Tratamento Fiscal de Créditos de Cobrança Duvidosa

 

A Lei n.º 66-B/2012, de 31 de Dezembro, que aprovou o Orçamento de Estado para 2013, alterou algumas disposições do Código do IVA, aprovado pelo Decreto-Lei n.º 394-B/84, de 26 de Dezembro, sendo de realçar as alterações tendentes a facilitar o sujeito passivo no reembolso do IVA, nos casos de créditos de cobrança duvidosa ou créditos incobráveis e que constam dos artigos 78.º-A a 78.º – D, aditados ao referido Código do IVA.

 

ASSIM:

1 – CRÉDITOS DE COBRANÇA DUVIDOSA OU INCOBRÁVEIS (art.º 78.º-A, n.º 2)

Os sujeitos passivos podem deduzir o imposto respeitante a créditos considerados de cobrança duvidosa, evidenciados como tal na contabilidade, bem como o respeitante a créditos considerados incobráveis.

 

Para o efeito, consideram-se créditos de cobrança duvidosa aqueles que apresentem um risco de incobrabilidade devidamente justificado, o que se verifica nos seguintes casos (cfr. n.º 2 do artigo 78.º-A do CIVA): 

  1. O crédito esteja em mora há mais de 24 meses desde a data do respetivo vencimento, existam provas objetivas de imparidade e de terem sido efetuadas diligências para o seu recebimento e o ativo não tenha sido reconhecido contabilisticamente;

  2. O crédito esteja em mora há mais de seis meses desde a data do respetivo vencimento, o valor do mesmo não seja superior a € 750,00 IVA incluído, e o devedor seja particular ou sujeito passivo que realize exclusivamente operações isentas que não confiram direito à dedução. 

Por sua vez, considera-se que o vencimento do crédito ocorre na data prevista no contrato celebrado entre o sujeito passivo e o adquirente ou, na ausência de prazo certo, após a interpelação prevista no artigo 805.º do Código Civil, não sendo oponível pelo adquirente à Autoridade Tributária e Aduaneira o incumprimento dos termos e demais condições acordadas com o sujeito passivo (cfr. n.º 3 do artigo 78.º-A do CIVA)

 

2 – OUTRAS SITUAÇÕES DE CRÉDITOS CONSIDERADOS INCOBRÁVEIS (art.º 78.º-A, n.º 4)

 

Os sujeitos passivos podem, ainda, deduzir o imposto relativo a créditos considerados incobráveis nas seguintes situações, sempre que o facto relevante ocorra em momento anterior ao supra referido, ou seja, antes dos 24 meses e seis meses respetivamente: 

  1. Em processo de execução, após o registo a que se refere a alínea c) do n.º 2 do artigo 806.º do Código do Processo Civil;

  2. Em processo de insolvência, quando a mesma for decretada de caráter limitado ou após a homologação da deliberação prevista no artigo 156.º do Código da Insolvência e da Recuperação de Empresas;

  3. Em processo especial de revitalização, após homologação do plano de recuperação pelo juiz, previsto no artigo 17.º-F do Código da Insolvência e da Recuperação de Empresas;

  4. Nos termos previstos no Sistema de Recuperação de Empresas por Via Extrajudicial (SIREVE), após celebração do acordo previsto no artigo 12.º do Decreto-Lei n.º 178/2012, de 3 de agosto. 

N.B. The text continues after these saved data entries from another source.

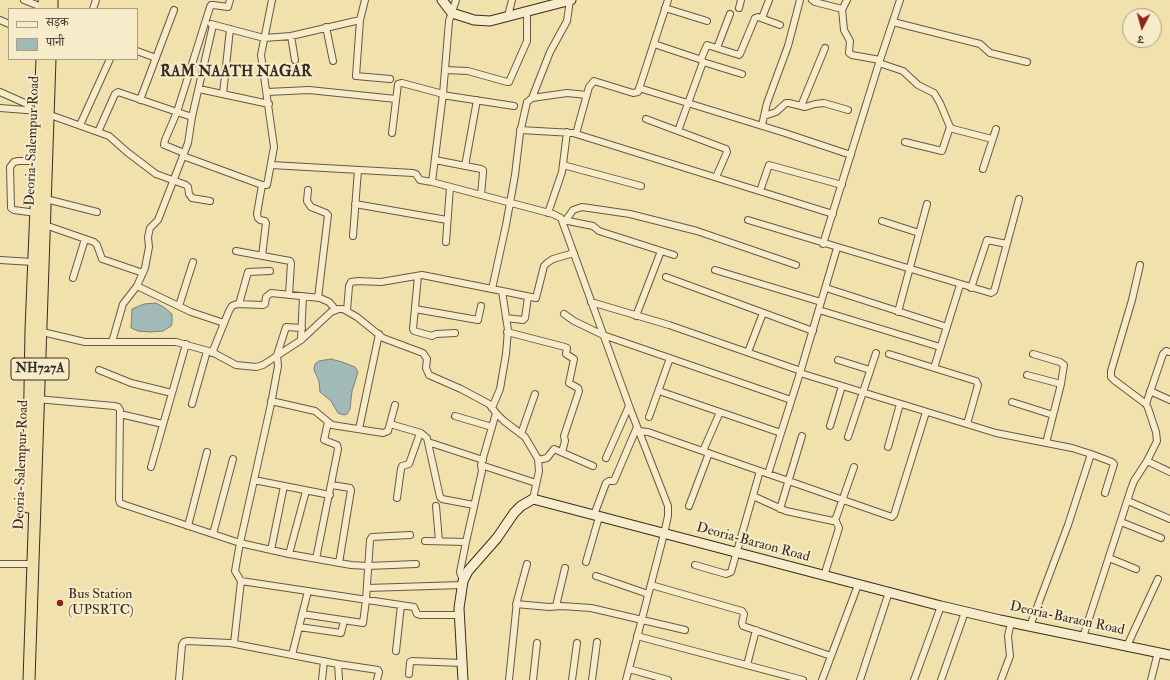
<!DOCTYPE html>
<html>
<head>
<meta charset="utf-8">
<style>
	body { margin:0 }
	#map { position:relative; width:1170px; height:680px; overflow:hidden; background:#f1e1ad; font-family:"IM FELL Double Pica","Noto Serif Devanagari",serif }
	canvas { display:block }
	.legend { position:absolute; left:8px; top:8px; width:130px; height:52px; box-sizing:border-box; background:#f6ecca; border:1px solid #aa9f87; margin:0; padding:5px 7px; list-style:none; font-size:12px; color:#382b23 }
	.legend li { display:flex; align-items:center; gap:8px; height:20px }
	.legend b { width:20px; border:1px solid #aa9f87 }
	.north { position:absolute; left:1122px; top:8px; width:40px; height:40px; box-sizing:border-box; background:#f6ecca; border:1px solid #aa9f87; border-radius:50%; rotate:186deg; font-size:11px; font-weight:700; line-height:16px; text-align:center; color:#382b23 }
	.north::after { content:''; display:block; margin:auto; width:14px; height:18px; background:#8f2418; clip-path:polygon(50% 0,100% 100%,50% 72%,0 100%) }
</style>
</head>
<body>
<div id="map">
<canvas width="1170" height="680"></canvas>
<ul class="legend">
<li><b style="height:5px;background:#f6ecca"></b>सड़क</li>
<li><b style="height:11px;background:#a1bab7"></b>पानी</li>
</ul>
<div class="north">उ</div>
</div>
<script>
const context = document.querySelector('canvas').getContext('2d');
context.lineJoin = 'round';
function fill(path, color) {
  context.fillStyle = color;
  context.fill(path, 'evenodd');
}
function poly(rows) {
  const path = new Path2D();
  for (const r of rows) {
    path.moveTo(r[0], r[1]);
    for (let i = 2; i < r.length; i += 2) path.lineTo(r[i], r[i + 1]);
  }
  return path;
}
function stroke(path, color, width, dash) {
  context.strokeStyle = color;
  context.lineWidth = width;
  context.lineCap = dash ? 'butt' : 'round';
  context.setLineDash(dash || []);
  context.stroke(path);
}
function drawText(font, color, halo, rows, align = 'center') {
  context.font = font + ' "IM FELL Double Pica",serif';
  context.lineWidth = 4;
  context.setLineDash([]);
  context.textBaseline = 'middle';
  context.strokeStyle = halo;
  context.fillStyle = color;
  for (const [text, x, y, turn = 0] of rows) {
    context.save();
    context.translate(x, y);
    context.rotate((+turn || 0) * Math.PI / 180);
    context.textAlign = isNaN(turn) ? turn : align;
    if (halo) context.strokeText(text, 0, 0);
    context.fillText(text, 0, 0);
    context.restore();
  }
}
const water = poly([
	[156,303,165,308,172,314,172,323,171,326,163,331,150,332,138,331,131,328,132,309,144,304,156,303],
	[331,359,342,362,355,367,358,372,352,391,350,409,347,414,344,415,338,413,331,401,320,392,319,381,314,370,315,364,319,361,331,359]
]);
fill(water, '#a1bab7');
stroke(water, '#77817c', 1);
const street = poly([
	[24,0,44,8],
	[456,0,449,21,443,94,432,182,553,214,561,218,631,411,668,506,668,516,664,534,626,680],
	[812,0,815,2,842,9,843,8,847,0],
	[665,8,707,21],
	[739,8,741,0],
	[93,9,96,0],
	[842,9,844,30,850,41,849,53,852,55,880,60],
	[508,16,512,0],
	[762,18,769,0],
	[0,20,9,24],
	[360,20,356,76,390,79],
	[893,22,980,44,990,53,1027,62],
	[211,24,264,38,291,36,360,20,365,0],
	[326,27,333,61],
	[291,36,295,60],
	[654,44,702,60,703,62,678,131],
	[717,48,730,14],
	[137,51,156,58],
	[701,59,707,45,739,55,740,54,755,18,758,17,780,25],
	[703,62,742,74],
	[879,63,903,71,918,85,934,93,940,103,950,127,953,129,992,139],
	[445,70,468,71,507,82,509,82,527,41,527,11],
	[639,88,785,133,851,155],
	[199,89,269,104],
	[0,92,27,104,31,110],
	[267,92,309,90,396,99],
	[223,94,230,29],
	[442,95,514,106],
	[532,98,550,52,567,21,570,0],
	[140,100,174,10],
	[801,106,825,48],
	[0,108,39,111,109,136,127,152,156,174,186,185,188,187,189,194,192,198,210,201],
	[764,116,776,112,786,103,789,103,805,107,815,104,824,103,848,110],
	[646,119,726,149,727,152,716,177],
	[80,125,110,59],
	[762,125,767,103,788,46,800,0],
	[520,130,573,133,833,214],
	[98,132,115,94,118,92,192,117],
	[392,133,398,84,402,83,443,94],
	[576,134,589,87,594,81,633,93,638,92,668,0],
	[905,142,942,151,950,127],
	[184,153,167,146,164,145,165,140,177,112,210,7,211,5,213,5,228,7,230,0],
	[183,156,262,185,267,185,274,147,261,55,272,0],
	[435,160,481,169,483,170,483,173,481,195],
	[271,165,413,173,416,174,420,180,432,182],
	[563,165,641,186],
	[465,166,477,100],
	[983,169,996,129],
	[262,185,257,214,258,218,260,220,265,221,266,223,262,256],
	[308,190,307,201,311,207,326,213,328,215,318,298],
	[760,191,769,165,842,185],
	[46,199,97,212],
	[355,204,447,220],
	[36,213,14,210,11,208,10,167,14,162,18,161,38,161],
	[548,213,562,172,567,132],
	[563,220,593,226,599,231,674,255],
	[566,220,573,210,582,207,630,214,697,231,796,265],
	[748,220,991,293,994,291,995,288,1019,199],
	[882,221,919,233],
	[45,225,94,242,97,245,102,259,143,273],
	[353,236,358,170],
	[446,242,450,187],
	[823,244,879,63,900,0],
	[236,251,290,261,291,263,289,295],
	[0,260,33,262],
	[715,270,821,302],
	[418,276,413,329,414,331,432,336,436,334,455,333],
	[666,277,813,331],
	[73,278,85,239],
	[137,286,191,312,224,323],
	[826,288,947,327],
	[971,288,987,240,1007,244],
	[492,289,506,225,515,175,520,133,527,102,532,98,567,93,587,95],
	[502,291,536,298,544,266,547,263,553,259,574,253],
	[591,302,669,325,801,371],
	[239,304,248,272,270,271],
	[179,306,193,262],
	[415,309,478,320,481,306],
	[819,310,940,347],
	[347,311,349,286,351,282,358,281,381,282,422,275,502,291,508,330,506,354,500,389,492,408],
	[898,312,927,204],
	[564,314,574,321,603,335,791,400],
	[636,316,661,251],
	[506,318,523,320,525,318,528,297],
	[38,331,85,342,176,342,212,352,236,365,256,367,263,365,301,340,331,312,339,309,343,309,357,317,383,338,423,353,427,359,426,368,429,375,461,389,489,404,496,413,504,421,525,437,538,459,539,471,533,499],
	[507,332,565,347,567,348,566,354,574,359,569,383,578,388,579,391,564,436,565,441,562,452],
	[301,340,303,296],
	[112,342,123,304,137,286,145,268,149,247,148,237,150,228,158,220,188,143,192,117,213,25],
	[748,352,763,313],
	[212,353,229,311,232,306,237,304,263,305,265,304,266,297,271,293,320,298,329,302,336,310],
	[889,354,976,381,978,385,967,424],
	[1033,354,1060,362,1064,365,1061,384,1046,443],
	[838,360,870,370],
	[934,368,960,285],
	[99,370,131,383,172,393],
	[800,373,996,433,1072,448,1091,454,1112,462,1114,464,1105,493],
	[1027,375,1061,384],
	[659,391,781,433],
	[1150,391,1170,400],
	[37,399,114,406,118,407,120,410,119,500,120,503,125,505,240,543,289,554,351,565,368,566,416,564],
	[271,401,315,411,332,425,383,433,388,431,395,405],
	[1012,402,1053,415],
	[192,404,207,351],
	[1146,404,1163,354,1166,351,1170,352],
	[120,414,163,424],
	[455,416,492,427],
	[649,417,670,358],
	[390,424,421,433,427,438,440,497,442,499,474,505],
	[830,426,842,386],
	[359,429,379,334],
	[639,431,648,432,892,517,894,515,926,412],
	[521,434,535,394],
	[848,437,876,353],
	[428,442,483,460],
	[888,447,900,404],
	[703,451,720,412],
	[606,458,629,406],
	[538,460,547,458,554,449,593,466],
	[1147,461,1170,472],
	[481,465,536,483],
	[151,467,186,344],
	[768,474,800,373,837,248],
	[254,480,330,495],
	[332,485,350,488,351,490,339,563],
	[753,496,786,511,833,521,836,518,854,467],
	[397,498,401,469,402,466,409,464,420,433],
	[1128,501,1170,519],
	[436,506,439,541],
	[689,506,709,453],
	[780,509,802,436],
	[594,515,606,483,609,481,614,481,637,427],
	[1121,522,1161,538],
	[188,526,207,452],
	[213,534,233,459],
	[425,541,466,542],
	[271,550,284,486],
	[289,554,306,491],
	[1109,558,1136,569],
	[316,559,338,449,337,445,324,440,328,422],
	[586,562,599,517],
	[0,564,27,564],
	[695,565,726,574,731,572,760,471],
	[596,576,648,594],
	[824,576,839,528,835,519],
	[241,581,414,607,417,614,420,615,460,615],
	[463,581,460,572,466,542,482,471,481,465,496,413],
	[651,585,742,611,744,614,742,623,743,626,831,656],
	[367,588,462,585],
	[516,604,549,607,561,606,591,608,685,630],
	[556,606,565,568],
	[302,614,363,623,366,600,370,540,372,537,410,535],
	[1030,626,1068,525,1091,454],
	[299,627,341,633,344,621],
	[637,636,803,680],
	[1083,637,1131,489,1134,481,1147,461,1157,441,1156,432,1148,408,1146,404,1114,380,1111,377,1111,371,1132,300,1140,265],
	[234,643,241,581,235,571,240,543,271,404,278,366,277,355,286,327,302,328],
	[1127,646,1158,579],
	[396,651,401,605],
	[292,655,308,591],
	[338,664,378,670,379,672,377,680],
	[747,665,756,630],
	[629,669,668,680],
	[409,674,410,662,412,661,462,663],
	[179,680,182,645,184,642,187,641,230,643,338,664,339,680],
	[322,680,324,661],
	[509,680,517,601,527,564],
	[533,680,537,643],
	[572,680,577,643],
	[592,680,597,642],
	[822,680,858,585],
	[860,680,889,592],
	[914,680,941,606],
	[941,680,965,612],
	[1001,680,1010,656,1008,636,1011,622],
	[1151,680,1158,652]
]);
const secondary = poly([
	[442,0,452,13,474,20,490,21,571,0],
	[463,680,459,608,463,581,468,571,497,538,514,513,521,506,533,499,941,606,1000,620,1170,655]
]);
const highway = poly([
	[44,9,44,0],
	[52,9,52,0],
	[28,507,31,330,42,59],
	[29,680,50,59]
]);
stroke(street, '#665846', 8);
stroke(secondary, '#382b23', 11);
stroke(highway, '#382b23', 13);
stroke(street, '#f6ecca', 6);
stroke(secondary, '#f6ecca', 9);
stroke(highway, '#f1e1ad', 11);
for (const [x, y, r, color] of [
	[60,603,4,"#8f2418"]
]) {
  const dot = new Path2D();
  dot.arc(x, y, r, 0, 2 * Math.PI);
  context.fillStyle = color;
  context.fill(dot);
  stroke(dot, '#f6ecca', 1.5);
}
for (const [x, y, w] of [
	[40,369,58]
]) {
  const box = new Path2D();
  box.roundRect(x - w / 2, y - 11, w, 22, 3);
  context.fillStyle = '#f6ecca';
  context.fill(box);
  stroke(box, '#382b23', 1);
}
drawText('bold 13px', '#382b23', null, [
	["NH727A",40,369]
]);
drawText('14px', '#382b23', '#f6ecca', [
	["Deoria-Salempur Road",33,141,-88],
	["Deoria-Salempur Road",22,465,-88],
	["Deoria-Baraon Road",753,543,15],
	["Deoria-Baraon Road",1067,619,12]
]);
drawText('14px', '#382b23', '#f6ecca', [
	["Bus Station",68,595],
	["(UPSRTC)",68,611]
], 'left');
drawText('bold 15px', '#382b23', '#f6ecca', [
	["RAM NAATH NAGAR",236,73]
]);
</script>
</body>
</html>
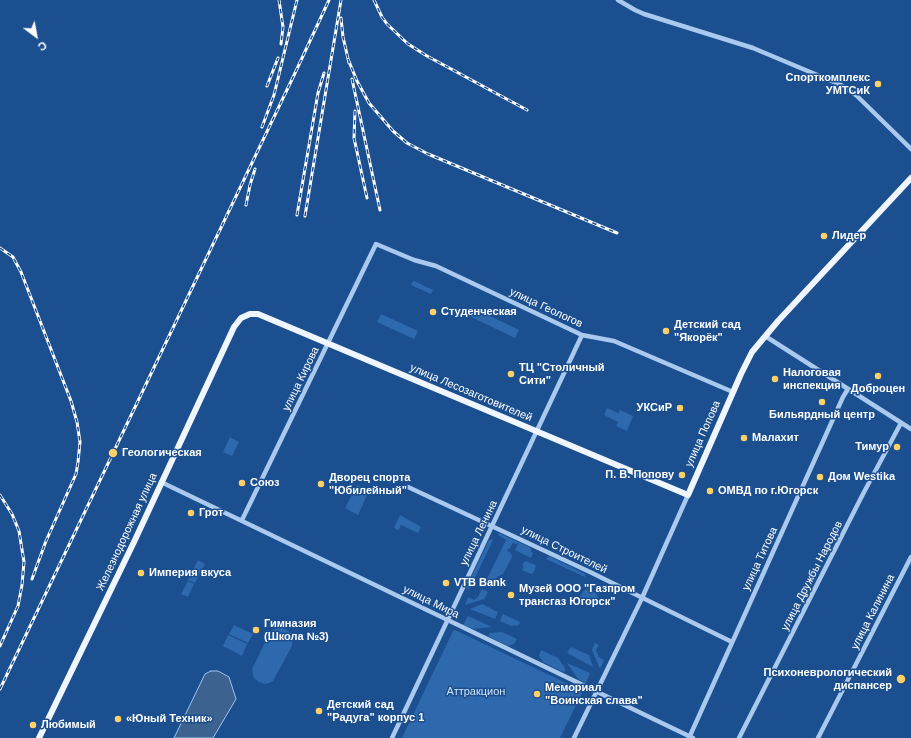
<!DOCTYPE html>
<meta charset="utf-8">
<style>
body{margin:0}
#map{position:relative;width:911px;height:738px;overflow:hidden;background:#1b4f8f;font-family:Arial,sans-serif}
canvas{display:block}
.north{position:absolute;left:16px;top:16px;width:40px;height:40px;-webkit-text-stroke:3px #1b4f8f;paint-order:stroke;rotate:148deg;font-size:11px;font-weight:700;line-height:16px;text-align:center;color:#fff}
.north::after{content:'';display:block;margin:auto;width:14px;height:18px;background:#fff;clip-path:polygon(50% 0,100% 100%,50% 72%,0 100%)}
</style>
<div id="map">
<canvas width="911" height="738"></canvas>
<div class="north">С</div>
</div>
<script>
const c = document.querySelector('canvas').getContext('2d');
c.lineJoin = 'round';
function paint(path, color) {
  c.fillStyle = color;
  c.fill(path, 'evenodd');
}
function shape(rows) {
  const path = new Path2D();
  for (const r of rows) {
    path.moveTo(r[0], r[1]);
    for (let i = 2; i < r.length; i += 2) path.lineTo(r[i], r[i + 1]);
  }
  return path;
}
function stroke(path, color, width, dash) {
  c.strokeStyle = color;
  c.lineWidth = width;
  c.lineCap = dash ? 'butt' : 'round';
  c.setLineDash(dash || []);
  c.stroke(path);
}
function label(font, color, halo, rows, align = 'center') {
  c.font = font + ' Arial,sans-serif';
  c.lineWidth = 3;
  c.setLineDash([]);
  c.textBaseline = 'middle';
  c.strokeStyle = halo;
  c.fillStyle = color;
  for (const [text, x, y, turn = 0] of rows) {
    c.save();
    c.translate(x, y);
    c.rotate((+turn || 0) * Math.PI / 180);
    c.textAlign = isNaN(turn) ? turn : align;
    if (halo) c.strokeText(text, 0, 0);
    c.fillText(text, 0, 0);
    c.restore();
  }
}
paint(shape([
 [413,281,414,281,433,290,431,294,411,285],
 [471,307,519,330,515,338,467,315],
 [381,314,418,331,414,339,377,322],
 [607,408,618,413,620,410,633,416,627,431,616,426,618,422,604,415],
 [230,437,239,442,232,456,223,452],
 [357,485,369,491,358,515,345,508],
 [400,515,421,527,418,533,401,525,399,530,394,528],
 [499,533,518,542,517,544,513,543,509,549,508,549,507,551,511,553,512,557,503,574,497,577,491,588,484,585,506,540,498,535],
 [492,539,493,540,469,590,466,588,489,540],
 [519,542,531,548,531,552,533,553,531,558,515,550],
 [549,556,585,574,585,577,546,559],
 [198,560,205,564,195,583,188,580],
 [525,561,536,565,535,569,533,573,531,574,522,570,524,566,522,565],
 [188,581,194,584,188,597,181,594],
 [482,589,488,592,484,599,465,605,468,597,474,600,478,597],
 [588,589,597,594,598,599,596,604,591,606,582,602,580,597,584,590],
 [482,604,498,612,495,619,470,609],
 [503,614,520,622,519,625,511,626,500,621],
 [468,616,492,627,473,629,463,625],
 [234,625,253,634,248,643,229,634],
 [282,627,290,632,293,636,292,646,273,681,269,683,264,684,259,682,255,679,253,675,252,670,254,665,269,634,272,630],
 [455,630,583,691,560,738,402,738,453,631],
 [502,632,517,639,514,644,508,646,488,636,490,633],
 [228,635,247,644,242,656,223,646],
 [595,643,599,645,596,650,599,657,604,660,600,669,592,650],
 [571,647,589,655,593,667,567,653],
 [541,650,558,658,565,668,565,671,563,672,543,662,539,656],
 [567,663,590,673,586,683,578,679]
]), '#2e69ad');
const water = shape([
 [211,671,218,671,229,677,236,699,213,738,174,738,205,674,211,671]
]);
paint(water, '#3c6290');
stroke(water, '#9cc4f0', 1);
stroke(shape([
 [618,0,635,10,644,14,753,48,841,85,857,96,911,149],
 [765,336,911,429],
 [161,482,693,738],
 [408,487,590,572,732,642],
 [242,520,376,244,414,260,436,266,582,335,614,341,733,392],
 [392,738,582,335],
 [574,738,642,598,688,495],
 [689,738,843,397,848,389],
 [739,738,863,494,901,423],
 [818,738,911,557]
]), '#a9c9ee', 4.5);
stroke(shape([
 [39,738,134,542,234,327,241,318,250,314,258,314,688,495,741,374,752,352,778,321,911,178]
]), '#f0f6ff', 6);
const rail = shape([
 [279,0,283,27,281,44],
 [374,0,382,17,387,24,408,44,427,56,527,110],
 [341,18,343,37,349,63],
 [348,59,357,81,369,103,393,131,407,143,428,154,617,233],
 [352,79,380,210],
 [267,86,278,58],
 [355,111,354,138,367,198],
 [262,127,274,95,297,0],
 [246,205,250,185,255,169],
 [297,215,318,93,324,73],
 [305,216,341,0],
 [0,248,13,257,21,272,71,401,77,422,80,442,78,462,76,474,46,541,32,579],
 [0,495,12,514,19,531,24,562,22,585,18,606,0,646],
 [0,689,296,71,329,0]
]);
stroke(rail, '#fff', 3);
stroke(rail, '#1b4f8f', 1.5, [4.5]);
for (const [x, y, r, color] of [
 [878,84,4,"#ffd166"],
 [824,236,4,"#ffd166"],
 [433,312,4,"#ffd166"],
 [666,331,4,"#ffd166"],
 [511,374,4,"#ffd166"],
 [878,376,4,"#ffd166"],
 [775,379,4,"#ffd166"],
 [822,402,4,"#ffd166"],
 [680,408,4,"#ffd166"],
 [744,438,4,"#ffd166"],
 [897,447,4,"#ffd166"],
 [113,453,5,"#ffd166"],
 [682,475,4,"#ffd166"],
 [820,477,4,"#ffd166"],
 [242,483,4,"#ffd166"],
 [321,484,4,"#ffd166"],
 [710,491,4,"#ffd166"],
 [191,513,4,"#ffd166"],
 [141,573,4,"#ffd166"],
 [446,583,4,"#ffd166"],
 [511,595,4,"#ffd166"],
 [256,630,4,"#ffd166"],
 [901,679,5,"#ffd166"],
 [537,694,4,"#ffd166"],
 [319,711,4,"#ffd166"],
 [118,719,4,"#ffd166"],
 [33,725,4,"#ffd166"]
]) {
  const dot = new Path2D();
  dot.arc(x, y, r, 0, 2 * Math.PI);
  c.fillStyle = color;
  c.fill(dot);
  stroke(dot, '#1b4f8f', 1.5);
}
label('bold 11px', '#fff', '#1b4f8f', [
 ["Спорткомплекс",870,78,"right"],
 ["УМТСиК",870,91,"right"],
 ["Лидер",832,236],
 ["Студенческая",441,312],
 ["Детский сад",674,325],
 ["\"Якорёк\"",674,338],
 ["ТЦ \"Столичный",519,368],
 ["Сити\"",519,381],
 ["Налоговая",783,373],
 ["инспекция",783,386],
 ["Доброцен",878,389,"center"],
 ["УКСиР",672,408,"right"],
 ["Бильярдный центр",822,415,"center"],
 ["Малахит",752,438],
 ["Тимур",889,447,"right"],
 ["Геологическая",122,453],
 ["П. В. Попову",674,475,"right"],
 ["Дом Westika",828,477],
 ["Дворец спорта",329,478],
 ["\"Юбилейный\"",329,491],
 ["Союз",250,483],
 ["ОМВД по г.Югорск",718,491],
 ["Грот",199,513],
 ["Империя вкуса",149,573],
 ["VTB Bank",454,583],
 ["Музей ООО \"Газпром",519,589],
 ["трансгаз Югорск\"",519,602],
 ["Гимназия",264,624],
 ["(Школа №3)",264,637],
 ["Психоневрологический",892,673,"right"],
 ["диспансер",892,686,"right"],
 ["Мемориал",545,688],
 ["\"Воинская слава\"",545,701],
 ["Детский сад",327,705],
 ["\"Радуга\" корпус 1",327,718],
 ["«Юный Техник»",126,719],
 ["Любимый",41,725]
], 'left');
label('11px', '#fff', '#1b4f8f', [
 ["улица Геологов",546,308,25],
 ["улица Кирова",301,379,-64],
 ["улица Лесозаготовителей",471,393,23],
 ["улица Попова",703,434,-66],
 ["Железнодорожная улица",127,532,-65],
 ["улица Ленина",479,533,-64],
 ["улица Строителей",564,550,26],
 ["улица Титова",760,559,-65],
 ["улица Дружбы Народов",812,576,-63],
 ["улица Мира",431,602,26],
 ["улица Калинина",873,612,-63]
]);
label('11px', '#cfe3fa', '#1b4f8f', [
 ["Аттракцион",476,692]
]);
</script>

A dedução do imposto nos processos indicados exclui a possibilidade de dedução nos termos do n.º 1 do art.º 78.º- A do CIVA.

  

 

3 – CRÉDITOS NÃO CONSIDERADOS INCOBRÁVEIS OU DE COBRANÇA DÚVIDOSA (art.º 78-A, n.º 6)

 

Conforme previsto no n.º 6 do artigo 78.º-A do CIVA não são considerados créditos incobráveis ou de cobrança duvidosa os seguintes:  

  1. Os créditos cobertos por seguro, com exceção da importância correspondente à percentagem de descoberto obrigatório, ou assegurados por qualquer espécie de garantia real;

  2. Os créditos sobre pessoas singulares ou coletivas com as quais o sujeito passivo esteja em situação de relações especiais, nos termos do n.º 4 do artigo 63.º do Código do IRC;

  3. Os créditos em que, no momento da realização da operação, o adquirente ou destinatário conste da lista de acesso público de execuções extintas com pagamento parcial ou por não terem sido encontrados bens penhoráveis e, bem assim, sempre que o adquirente ou destinatário tenha sido declarado falido ou insolvente em processo judicial anterior;

  4. Os créditos sobre o Estado, regiões autónomas e autarquias locais ou aqueles em que estas entidades tenham prestado aval. 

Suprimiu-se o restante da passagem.